## Listed entries

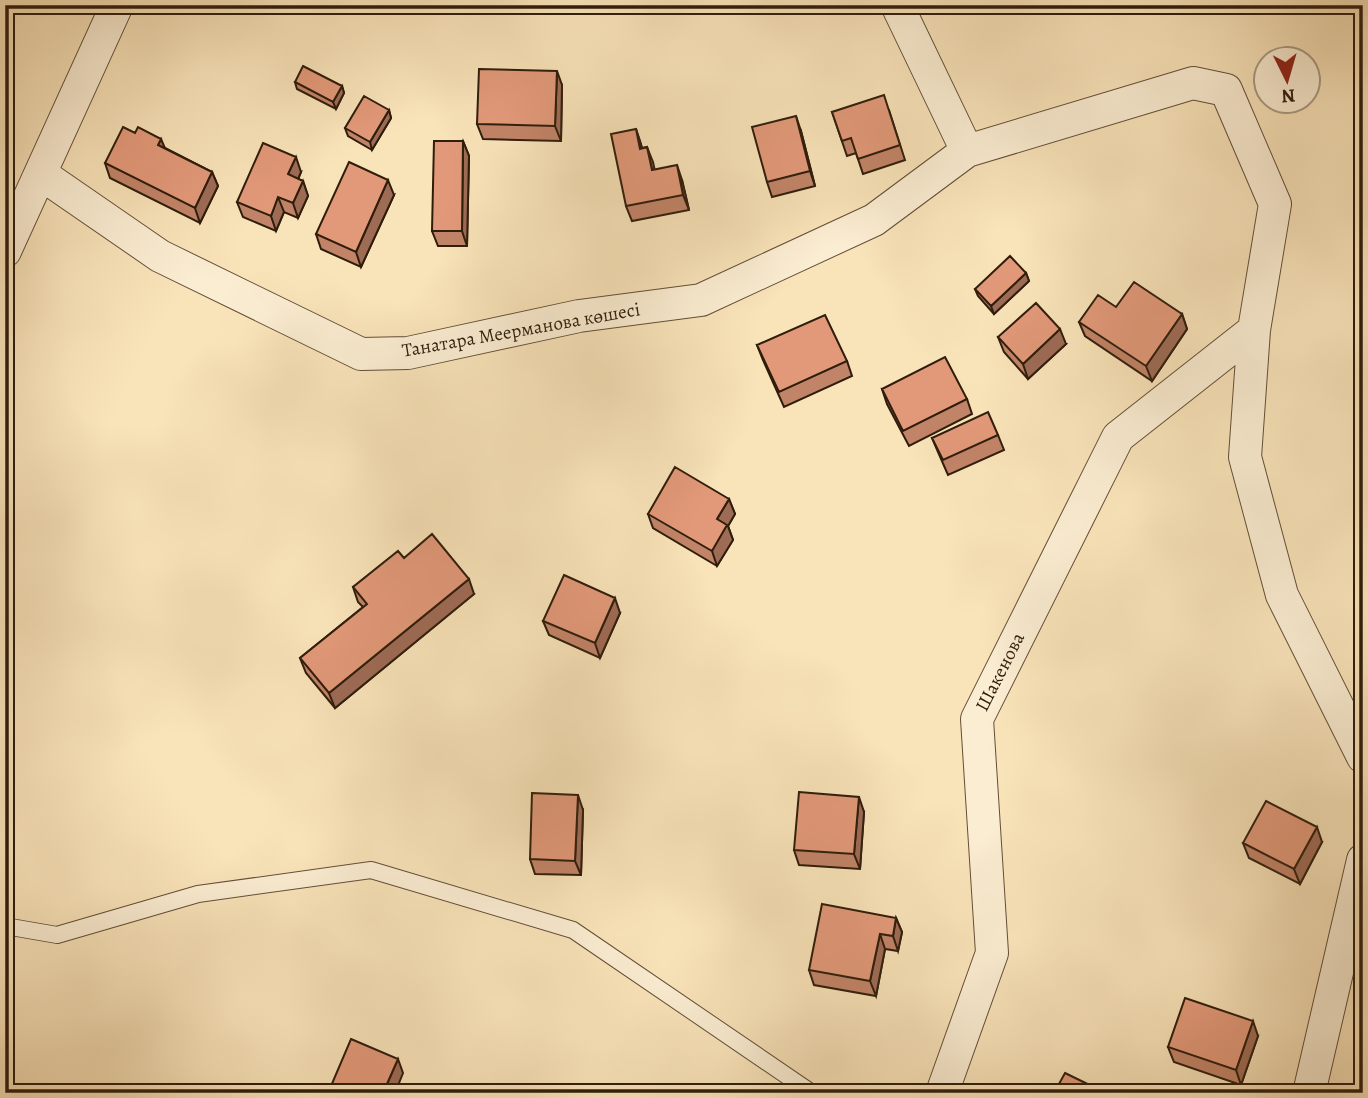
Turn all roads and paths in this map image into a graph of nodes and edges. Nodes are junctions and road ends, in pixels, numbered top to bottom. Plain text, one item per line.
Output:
1 (117, 5) edge
2 (897, 5) edge
3 (967, 151) junction
4 (41, 174) junction
5 (5, 251) edge
6 (1254, 330) junction
7 (1363, 757) edge
8 (1363, 860) edge
9 (5, 926) edge
10 (812, 1093) edge
11 (942, 1093) edge
12 (1309, 1093) edge

1 - 4 street
2 - 3 street
3 - 4 street, Танатара Меерманова көшесі
3 - 6 street, Танатара Меерманова көшесі
4 - 5 street
6 - 7 street, Танатара Меерманова көшесі
6 - 11 street, Шакенова
8 - 12 street
9 - 10 lane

## Your objective
Write the listing out exactly, apart from its pictures.

## Your solution
Turn all roads and paths in this map image into a graph of nodes and edges. Nodes are junctions and road ends, in pixels, numbered top to bottom. Plain text, one item per line.
Output:
1 (117, 5) edge
2 (897, 5) edge
3 (967, 151) junction
4 (41, 174) junction
5 (5, 251) edge
6 (1254, 330) junction
7 (1363, 757) edge
8 (1363, 860) edge
9 (5, 926) edge
10 (812, 1093) edge
11 (942, 1093) edge
12 (1309, 1093) edge

1 - 4 street
2 - 3 street
3 - 4 street, Танатара Меерманова көшесі
3 - 6 street, Танатара Меерманова көшесі
4 - 5 street
6 - 7 street, Танатара Меерманова көшесі
6 - 11 street, Шакенова
8 - 12 street
9 - 10 lane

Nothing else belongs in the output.